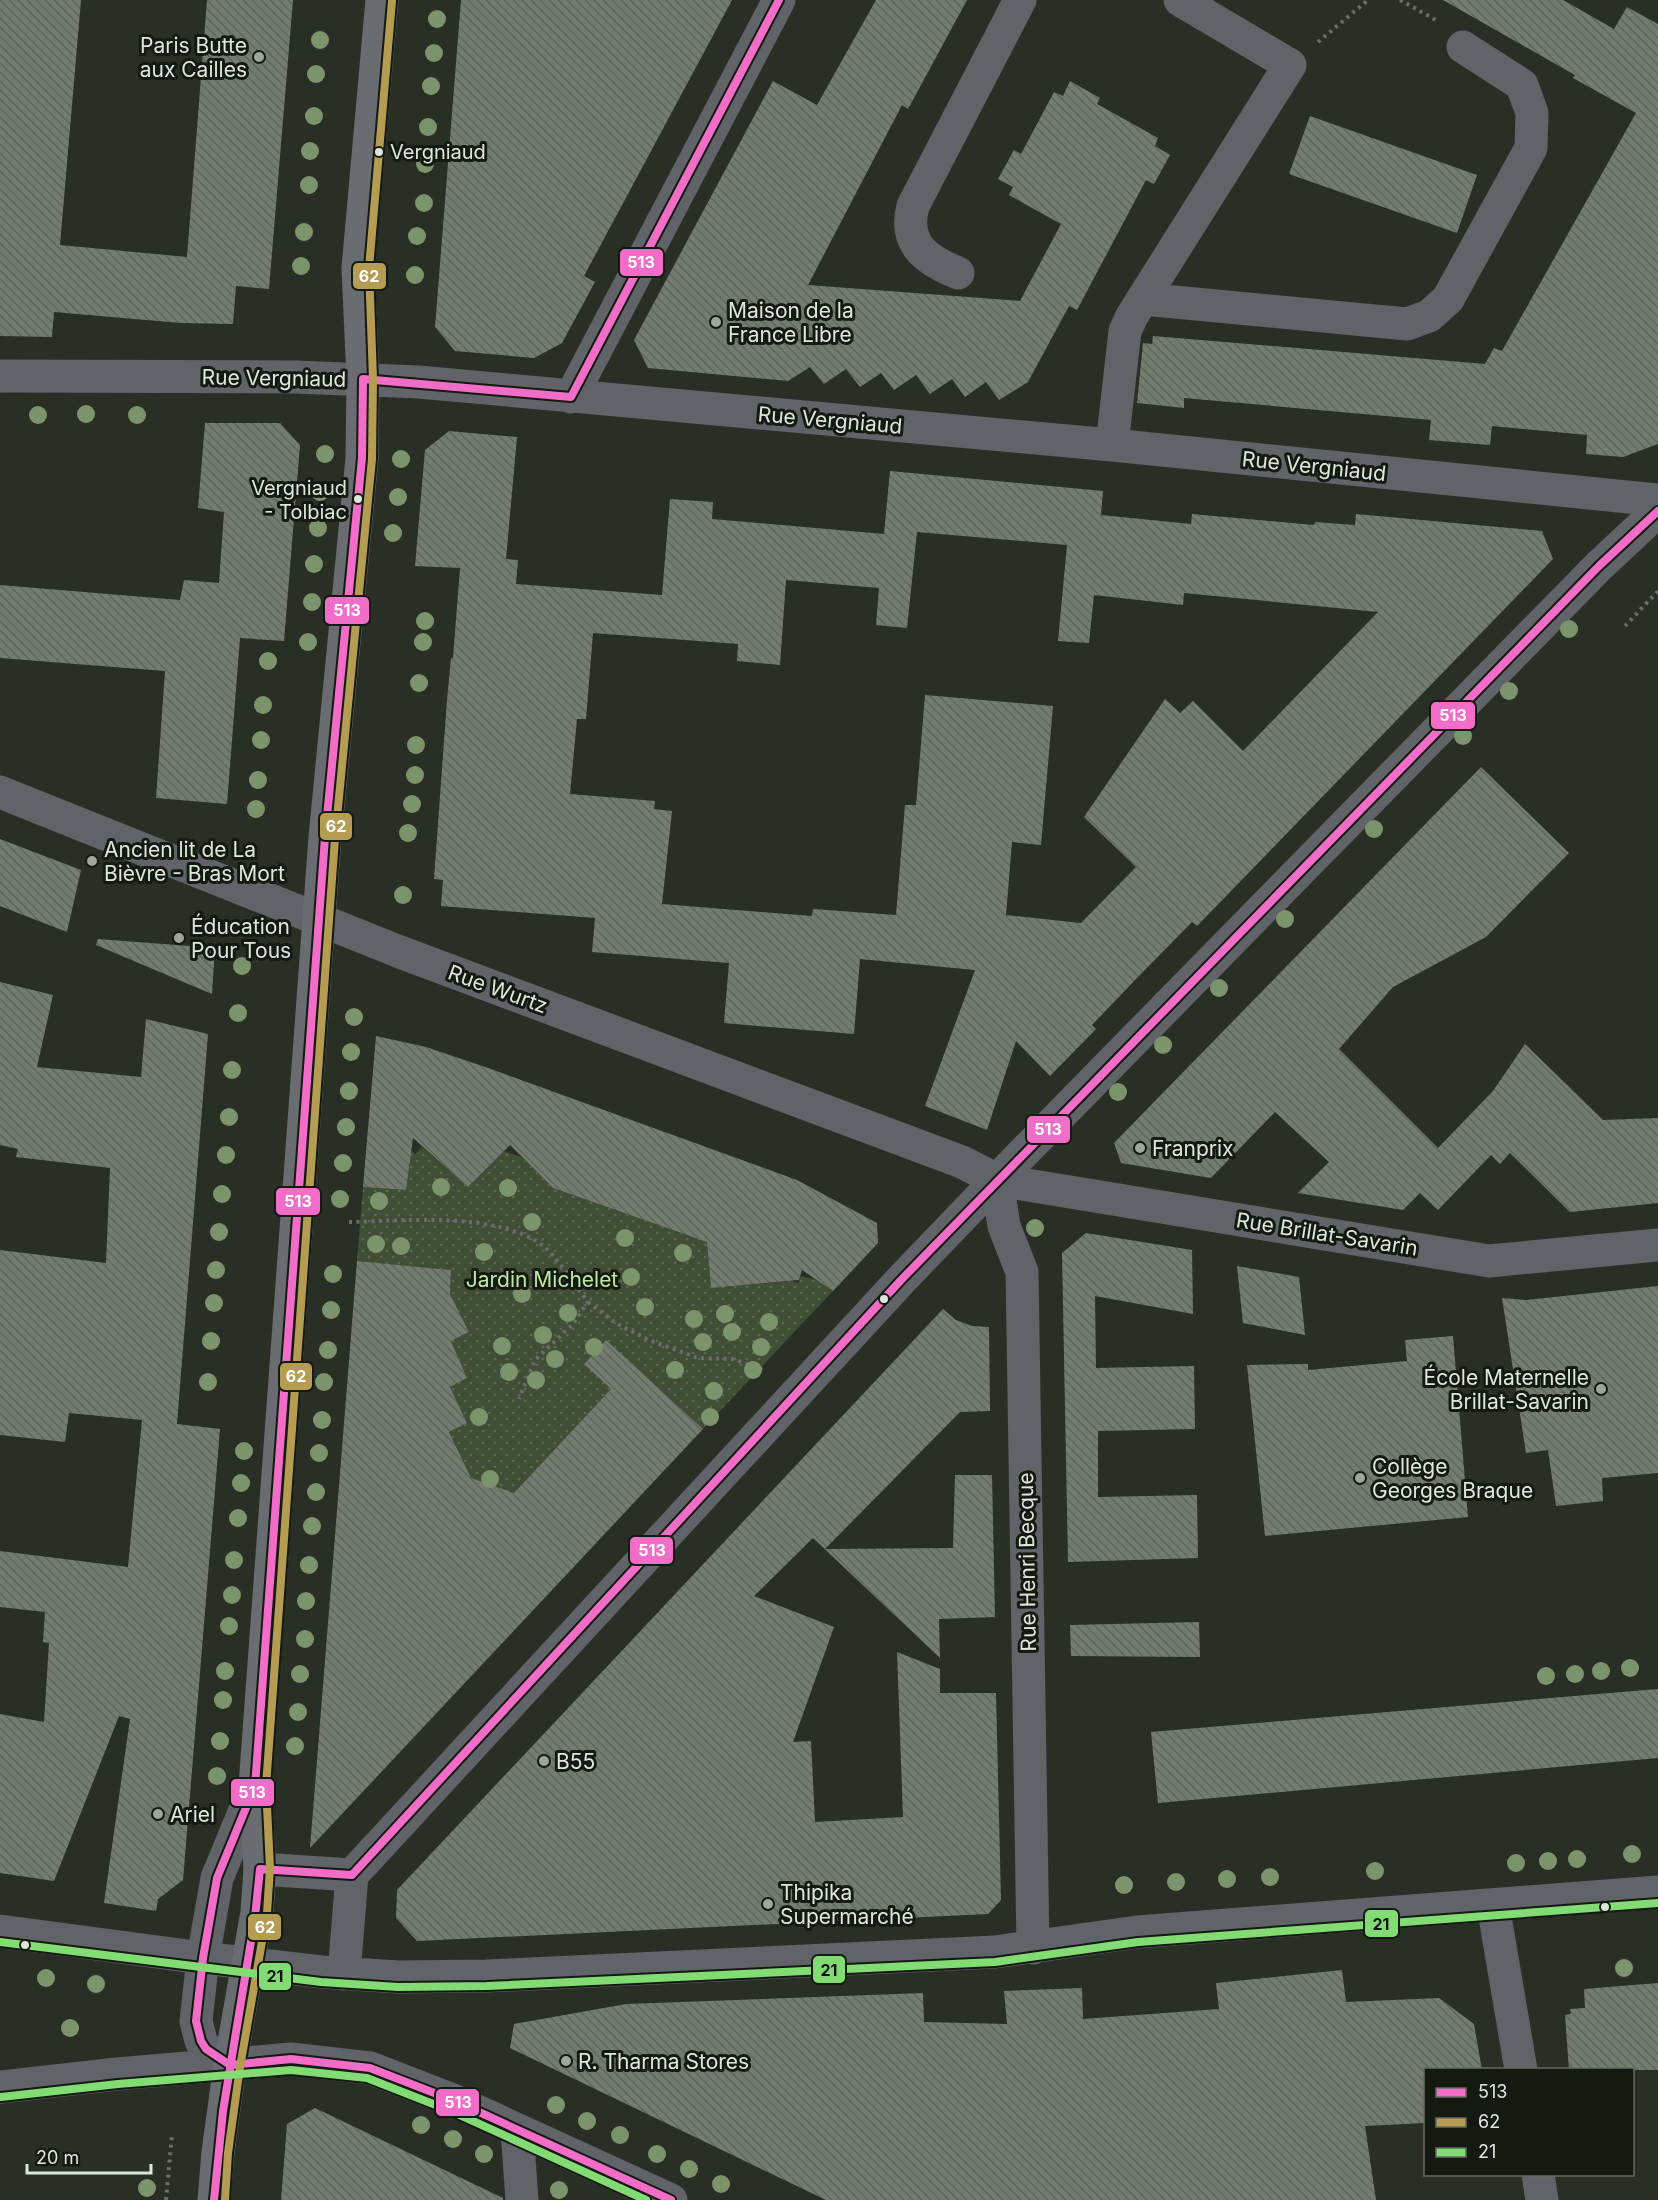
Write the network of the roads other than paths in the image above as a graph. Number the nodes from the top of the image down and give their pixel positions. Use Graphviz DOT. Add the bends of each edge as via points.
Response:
graph roads {
  1 [pos="382,0"];
  2 [pos="779,0"];
  3 [pos="1020,0"];
  4 [pos="1180,0"];
  5 [pos="1463,47"];
  6 [pos="958,273"];
  7 [pos="1143,298"];
  8 [pos="0,376"];
  9 [pos="363,379"];
  10 [pos="571,397"];
  11 [pos="1112,445"];
  12 [pos="1658,500"];
  13 [pos="1658,512"];
  14 [pos="0,792"];
  15 [pos="320,920"];
  16 [pos="997,1180"];
  17 [pos="1658,1245"];
  18 [pos="255,1786"];
  19 [pos="260,1869"];
  20 [pos="352,1875"];
  21 [pos="1658,1892"];
  22 [pos="1493,1905"];
  23 [pos="0,1931"];
  24 [pos="1033,1948"];
  25 [pos="203,1959"];
  26 [pos="247,1963"];
  27 [pos="344,1974"];
  28 [pos="230,2065"];
  29 [pos="1521,2068"];
  30 [pos="0,2087"];
  31 [pos="518,2130"];
  32 [pos="1538,2176"];
  33 [pos="214,2200"];
  34 [pos="522,2200"];
  35 [pos="671,2200"];
  36 [pos="1542,2200"];
  1 -- 9 [label="main road" via="358,268"];
  2 -- 10 [label="street"];
  3 -- 6 [label="street" via="910,217 913,239 920,249 937,264"];
  4 -- 7 [label="street" via="1290,65"];
  5 -- 7 [label="street" via="1522,85 1532,113 1531,148 1448,299 1429,316 1407,324"];
  7 -- 11 [label="street" via="1125,331"];
  8 -- 9 [label="street, Rue Vergniaud"];
  9 -- 10 [label="street, Rue Vergniaud"];
  9 -- 15 [label="main road" via="362,458"];
  10 -- 11 [label="street, Rue Vergniaud"];
  11 -- 12 [label="street, Rue Vergniaud"];
  13 -- 16 [label="street" via="1599,566"];
  14 -- 15 [label="street, Rue Wurtz"];
  15 -- 16 [label="street, Rue Wurtz" via="962,1162"];
  15 -- 18 [label="main road"];
  16 -- 17 [label="street, Rue Brillat-Savarin" via="1489,1261"];
  16 -- 20 [label="street"];
  16 -- 24 [label="street, Rue Henri Becque" via="1004,1226 1022,1272"];
  18 -- 19 [label="main road"];
  18 -- 25 [label="street" via="217,1878"];
  19 -- 20 [label="street"];
  19 -- 26 [label="main road"];
  20 -- 27 [label="street"];
  21 -- 22 [label="street"];
  22 -- 24 [label="street" via="1137,1932"];
  22 -- 29 [label="street"];
  23 -- 25 [label="street"];
  24 -- 27 [label="street" via="487,1976"];
  25 -- 26 [label="street"];
  25 -- 28 [label="street" via="196,2021 201,2041"];
  26 -- 27 [label="street"];
  26 -- 28 [label="main road"];
  28 -- 30 [label="street"];
  28 -- 31 [label="street" via="291,2059 370,2068 445,2096"];
  28 -- 33 [label="main road"];
  31 -- 34 [label="street"];
  31 -- 35 [label="street"];
  32 -- 36 [label="street"];
}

□ □ □

■ Exercise instructions
Search the records for the word "Wurtz" and copy every line where it occurs.

■ Written response
  14 -- 15 [label="street, Rue Wurtz"];
  15 -- 16 [label="street, Rue Wurtz" via="962,1162"];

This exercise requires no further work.